In un anno estremamente impegnativo, i nostri team sono stati all’altezza- ha dichiarato Carlos Brito, CEO AB InBev- Abbiamo terminato l’anno con uno slancio nella nostra chiave mercati facendo leva sui nostri punti di forza fondamentali come azienda e cogliendo i vantaggi degli investimenti che abbiamo da diversi anni nel nostro portafoglio e piattaforme in rapida crescita, come BEES e Zé Delivery. Noi siamo ora più strettamente connesso che mai agli oltre 6 milioni di clienti e ai 2 miliardi di consumatori che serviamo in tutto il mondo attraverso la nostra chiara strategia commerciale, il processo di innovazione rinnovato, le piattaforme digitali e la continua operatività eccellenza”.

Il gruppo ha spinto al rialzo i volumi di birra venduta dell’1,6% nell’ultimo trimestre dell’anno, con segnali di ripresa che AB InBev si aspetta anche nel 2021 con vendite e profitti migliori, segnalando che la pressione sui margini continuerà grazie all’aumento dei prezzi delle materie prime e all’aumento del costo degli imballaggi per le bevande consumate a casa. Analizzando i dati, i volumi di bevande sono diminuiti in tutte le regioni del mondo nel 2020 ad eccezione del Cetro e Sud America con performance in rimbalzo in mercati chiave come Brasile e Messico nel quarto trimestre, mentre l’Europa e l’Asia particolarmente colpite, per un volume delle bevande vendute diminuito del 5,7%.

AB InBev guarda con interesse i nuovi trends del beverage che hanno visto mutare le abitudini dei consumatori acquistando più birra online, riducendo l’impatto delle chiusure di bar e pub sulle vendite. Le vendite digitali dirette di birra ai consumatori costituivano già una parte significativa dei ricavi in ​​Brasile, un fenomeno in crescita anche in altri paesi. Giovedì 25 febbraio le azioni del gruppo hanno ceduto oltre il 5%, secondo gli analisti un calo dovuto alle preoccupazioni sui margini e al fatto che i guadagni per il 2020 sono stati sostenuti da un credito d’imposta in Brasile.

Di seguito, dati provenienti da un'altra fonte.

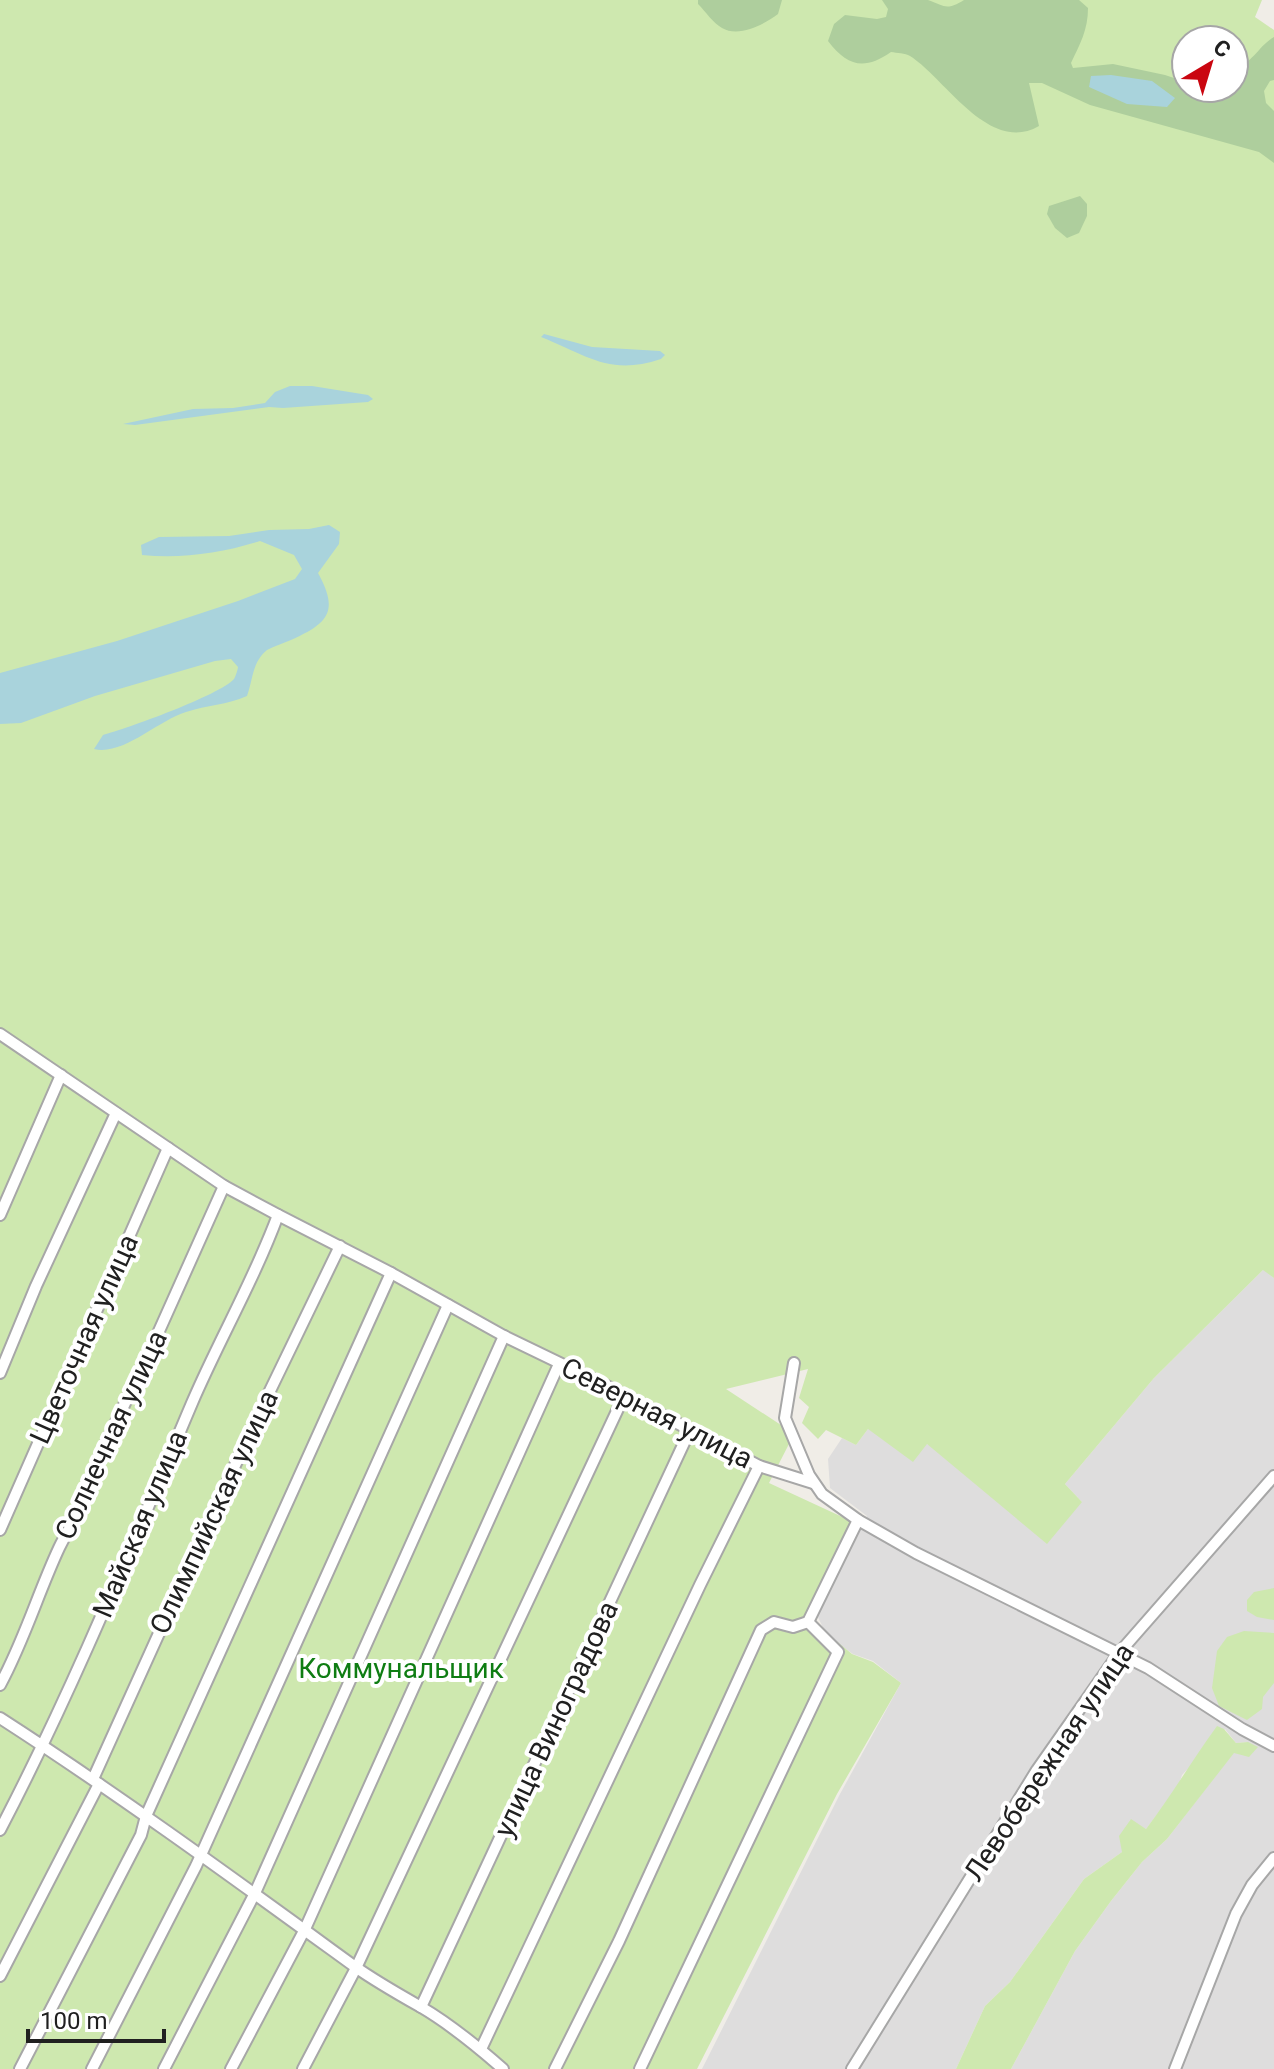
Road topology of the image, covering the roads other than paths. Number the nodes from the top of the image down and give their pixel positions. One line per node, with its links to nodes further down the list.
1 (1, 1037): 2 (street, Северная улица)
2 (61, 1075): 3 (street, Северная улица); 6 (street)
3 (116, 1113): 4 (street, Северная улица); 14 (street)
4 (168, 1148): 5 (street, Северная улица); 21 (street, Цветочная улица)
5 (224, 1186): 7 (street, Северная улица); 24 (street, Солнечная улица)
6 (0, 1215)
7 (278, 1215): 8 (street, Северная улица); 26 (street, Майская улица)
8 (340, 1246): 9 (street, Северная улица); 28 (street, Олимпийская улица)
9 (391, 1273): 10 (street, Северная улица); 29 (street)
10 (448, 1305): 11 (street, Северная улица); 31 (street)
11 (504, 1336): 13 (street, Северная улица); 33 (street)
12 (794, 1363): 19 (street)
13 (559, 1364): 15 (street, Северная улица); 34 (street)
14 (0, 1373)
15 (624, 1396): 16 (street, Северная улица); 35 (street)
16 (690, 1430): 17 (street, Северная улица); 37 (street, улица Виноградова)
17 (759, 1466): 19 (street, Северная улица); 38 (street)
18 (1274, 1476): 23 (street, Левобережная улица)
19 (813, 1483): 20 (street)
20 (858, 1520): 22 (street); 23 (street)
21 (0, 1530)
22 (808, 1622): 45 (street); 46 (street)
23 (1119, 1653): 27 (street); 47 (street, Левобережная улица)
24 (0, 1685)
25 (0, 1718): 26 (street)
26 (44, 1746): 28 (street); 30 (street, Майская улица)
27 (1274, 1746)
28 (96, 1782): 29 (street); 36 (street, Олимпийская улица)
29 (146, 1816): 31 (street); 39 (street)
30 (0, 1830)
31 (199, 1855): 33 (street); 40 (street)
32 (1274, 1858): 48 (street)
33 (255, 1893): 34 (street); 41 (street)
34 (305, 1929): 35 (street); 42 (street)
35 (356, 1968): 37 (street); 43 (street)
36 (0, 1976)
37 (421, 2007): 38 (street)
38 (481, 2049): 44 (street)
39 (20, 2069)
40 (92, 2069)
41 (164, 2069)
42 (231, 2069)
43 (303, 2069)
44 (503, 2069)
45 (555, 2069)
46 (640, 2069)
47 (852, 2069)
48 (1175, 2069)

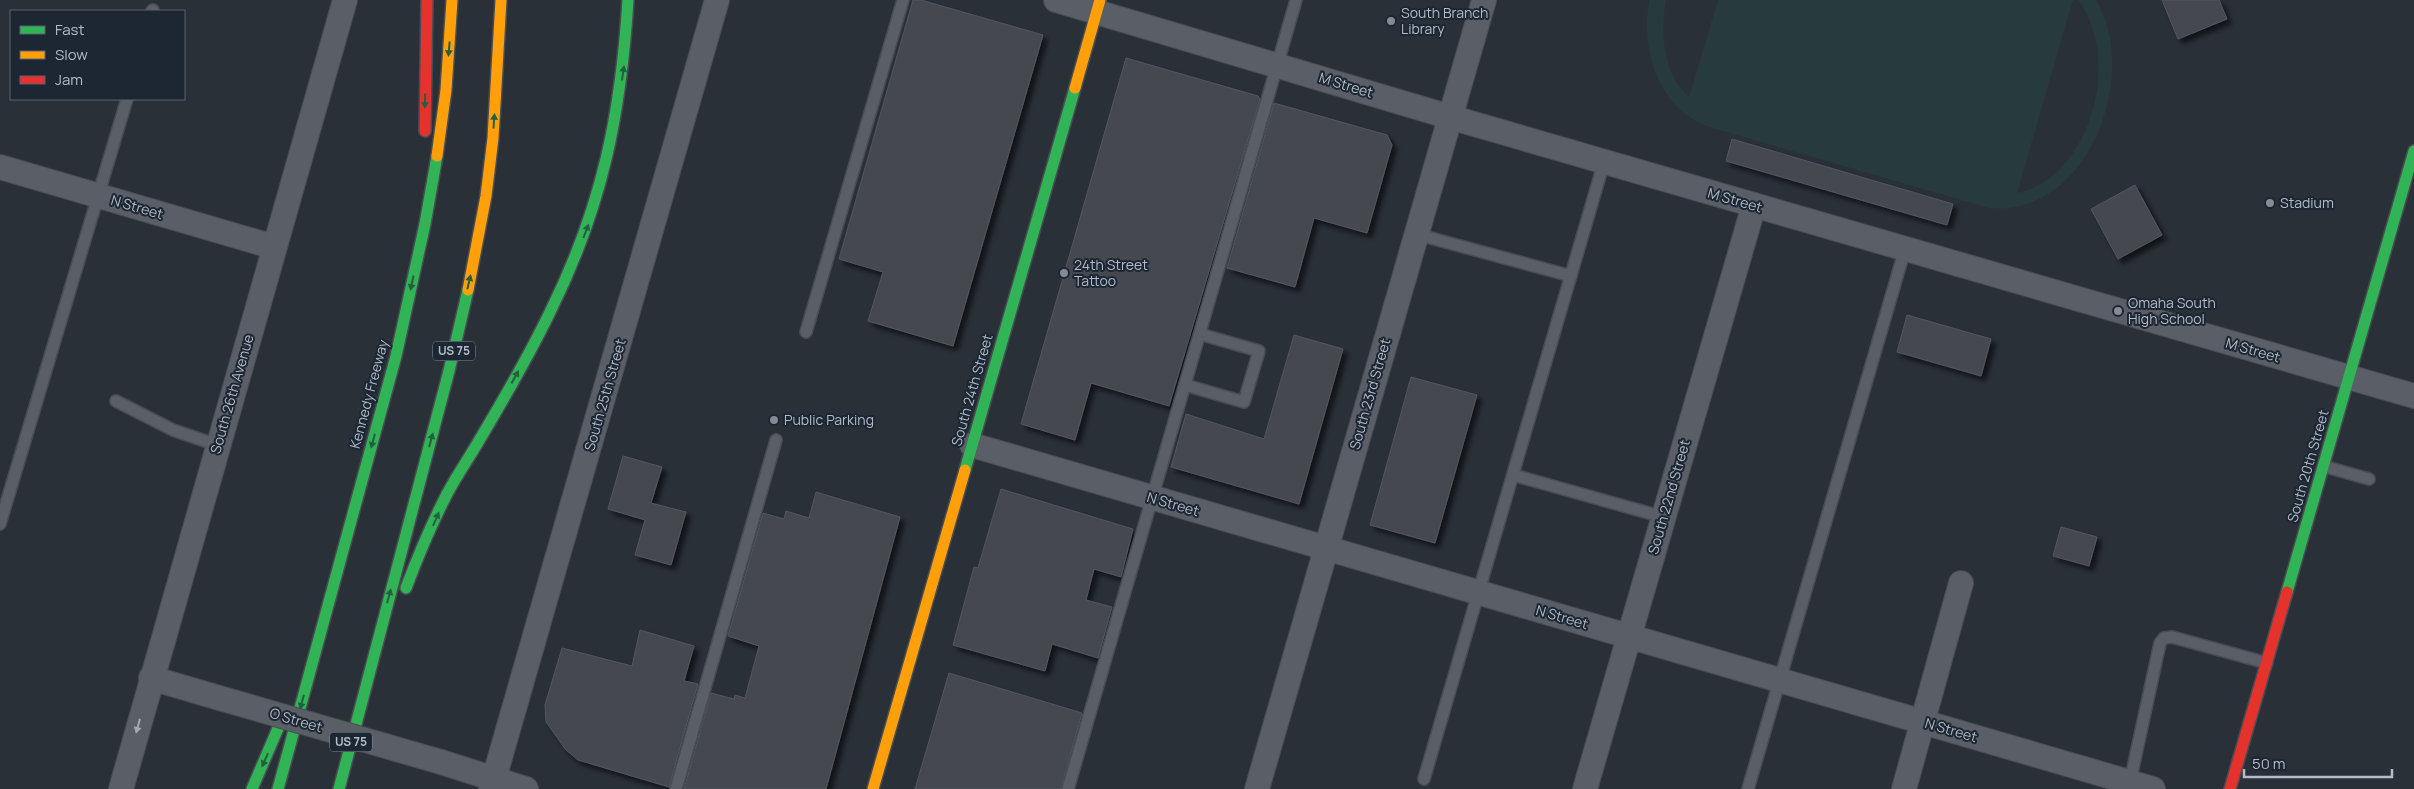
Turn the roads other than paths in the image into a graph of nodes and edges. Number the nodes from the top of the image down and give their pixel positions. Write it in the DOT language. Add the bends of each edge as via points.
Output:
graph roads {
  1 [pos="345,0"];
  2 [pos="427,0"];
  3 [pos="452,0"];
  4 [pos="500,0"];
  5 [pos="628,0"];
  6 [pos="717,0"];
  7 [pos="903,0"];
  8 [pos="1056,0"];
  9 [pos="1296,0"];
  10 [pos="1484,0"];
  11 [pos="1098,6"];
  12 [pos="1277,64"];
  13 [pos="127,100"];
  14 [pos="1450,117"];
  15 [pos="424,146"];
  16 [pos="2414,151"];
  17 [pos="1604,162"];
  18 [pos="424,166"];
  19 [pos="0,167"];
  20 [pos="98,196"];
  21 [pos="1754,206"];
  22 [pos="1416,234"];
  23 [pos="422,236"];
  24 [pos="274,247"];
  25 [pos="1905,249"];
  26 [pos="1571,276"];
  27 [pos="806,332"];
  28 [pos="1200,334"];
  29 [pos="2349,377"];
  30 [pos="1185,385"];
  31 [pos="2414,396"];
  32 [pos="116,401"];
  33 [pos="776,440"];
  34 [pos="217,445"];
  35 [pos="972,445"];
  36 [pos="2323,466"];
  37 [pos="1513,475"];
  38 [pos="2369,479"];
  39 [pos="1152,498"];
  40 [pos="1663,517"];
  41 [pos="0,524"];
  42 [pos="1325,549"];
  43 [pos="1961,582"];
  44 [pos="1478,593"];
  45 [pos="328,604"];
  46 [pos="1628,636"];
  47 [pos="2267,663"];
  48 [pos="151,678"];
  49 [pos="1778,680"];
  50 [pos="362,694"];
  51 [pos="1922,722"];
  52 [pos="1424,779"];
  53 [pos="2130,782"];
  54 [pos="492,784"];
  55 [pos="121,789"];
  56 [pos="252,789"];
  57 [pos="278,789"];
  58 [pos="339,789"];
  59 [pos="526,789"];
  60 [pos="676,789"];
  61 [pos="873,789"];
  62 [pos="1068,789"];
  63 [pos="1257,789"];
  64 [pos="1585,789"];
  65 [pos="1748,789"];
  66 [pos="1904,789"];
  67 [pos="2153,789"];
  68 [pos="2230,789"];
  1 -- 24 [label="street, South 26th Avenue"];
  2 -- 15 [label="main road, one-way"];
  3 -- 23 [label="main road, Kennedy Freeway, one-way" via="445,92"];
  50 -- 4 [label="main road, US 75, one-way" via="449,371 472,270 493,138"];
  50 -- 5 [label="main road, one-way" via="447,494 516,376 557,298 586,230 604,174 617,112 626,51"];
  6 -- 54 [label="street, South 25th Street"];
  7 -- 27 [label="lane"];
  8 -- 11 [label="street, M Street"];
  9 -- 12 [label="lane"];
  10 -- 14 [label="street, South 23rd Street"];
  11 -- 12 [label="street, M Street"];
  11 -- 35 [label="main road, South 24th Street"];
  12 -- 14 [label="street, M Street"];
  12 -- 28 [label="lane"];
  13 -- 20 [label="lane"];
  14 -- 17 [label="street, M Street"];
  14 -- 22 [label="street, South 23rd Street"];
  16 -- 29 [label="main road, South 20th Street"];
  17 -- 21 [label="street, M Street"];
  17 -- 26 [label="lane"];
  18 -- 23 [label="main road"];
  19 -- 20 [label="street, N Street"];
  20 -- 24 [label="street, N Street"];
  20 -- 41 [label="lane"];
  21 -- 25 [label="street, M Street"];
  21 -- 40 [label="street, South 22nd Street"];
  22 -- 26 [label="lane"];
  22 -- 42 [label="street, South 23rd Street"];
  23 -- 45 [label="main road, Kennedy Freeway, one-way" via="396,356"];
  24 -- 34 [label="street, South 26th Avenue"];
  25 -- 29 [label="street, M Street"];
  25 -- 49 [label="lane"];
  26 -- 37 [label="lane"];
  28 -- 30 [label="lane"];
  28 -- 30 [label="lane" via="1259,351 1244,402"];
  29 -- 31 [label="street, M Street"];
  29 -- 36 [label="main road, South 20th Street"];
  30 -- 39 [label="lane"];
  32 -- 34 [label="lane" via="173,430"];
  33 -- 60 [label="lane"];
  34 -- 48 [label="street, South 26th Avenue"];
  35 -- 39 [label="street, N Street"];
  35 -- 61 [label="main road, South 24th Street"];
  36 -- 38 [label="lane"];
  36 -- 47 [label="main road, South 20th Street"];
  37 -- 40 [label="lane"];
  37 -- 44 [label="lane"];
  39 -- 42 [label="street, N Street"];
  39 -- 62 [label="lane"];
  40 -- 46 [label="street, South 22nd Street"];
  42 -- 44 [label="street, N Street"];
  42 -- 63 [label="street, South 23rd Street"];
  43 -- 51 [label="street"];
  44 -- 46 [label="street, N Street"];
  44 -- 52 [label="lane"];
  45 -- 56 [label="main road, one-way"];
  45 -- 57 [label="main road, Kennedy Freeway, one-way"];
  46 -- 49 [label="street, N Street"];
  46 -- 64 [label="street, South 22nd Street"];
  47 -- 53 [label="lane" via="2172,637 2164,638 2153,667"];
  47 -- 68 [label="main road, South 20th Street"];
  48 -- 54 [label="street, O Street, bridge" via="442,762"];
  48 -- 55 [label="street, South 26th Avenue, one-way"];
  49 -- 51 [label="street, N Street"];
  49 -- 65 [label="lane"];
  50 -- 58 [label="main road, US 75"];
  51 -- 53 [label="street, N Street"];
  51 -- 66 [label="street"];
  53 -- 67 [label="street, N Street"];
  54 -- 59 [label="street, O Street"];
}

La risposta dell’azienda alla pandemia è stata complicata da un onere del debito che risale all’acquisizione di SABMiller nel 2016. L’indebitamento netto è sceso del 13,4% a 82,7 miliardi di dollari nel 2020, in parte grazie alla vendita di una filiale australiana, ma il rapporto dell’indebitamento finanziario netto al reddito prima di interessi, tasse, deprezzamento e ammortamento è aumentato da 4 volte a 4,8 volte. AB InBev vuole ridurre la cifra a 2 volte e lo scorso anno ha raccolto altri 3 miliardi di dollari attraverso la vendita di una quota di minoranza nelle sue operazioni di container metallici negli Stati Uniti. “Daremo priorità al rimborso del debito al fine di raggiungere questo obiettivo”, ha affermato la società. A differenza di altri competitor nel settore birraio, per AB InBev non ci sarebbero in previsione tagli di posti di lavoro su larga scala, come affermato dal Ceo Brito.  Dopo aver abbassato il dividendo provvisorio nel 2020, la società ha dichiarato che avrebbe pagato un dividendo per l’intero anno di € 0,50 per azione, in calo del 50% rispetto all’anno precedente.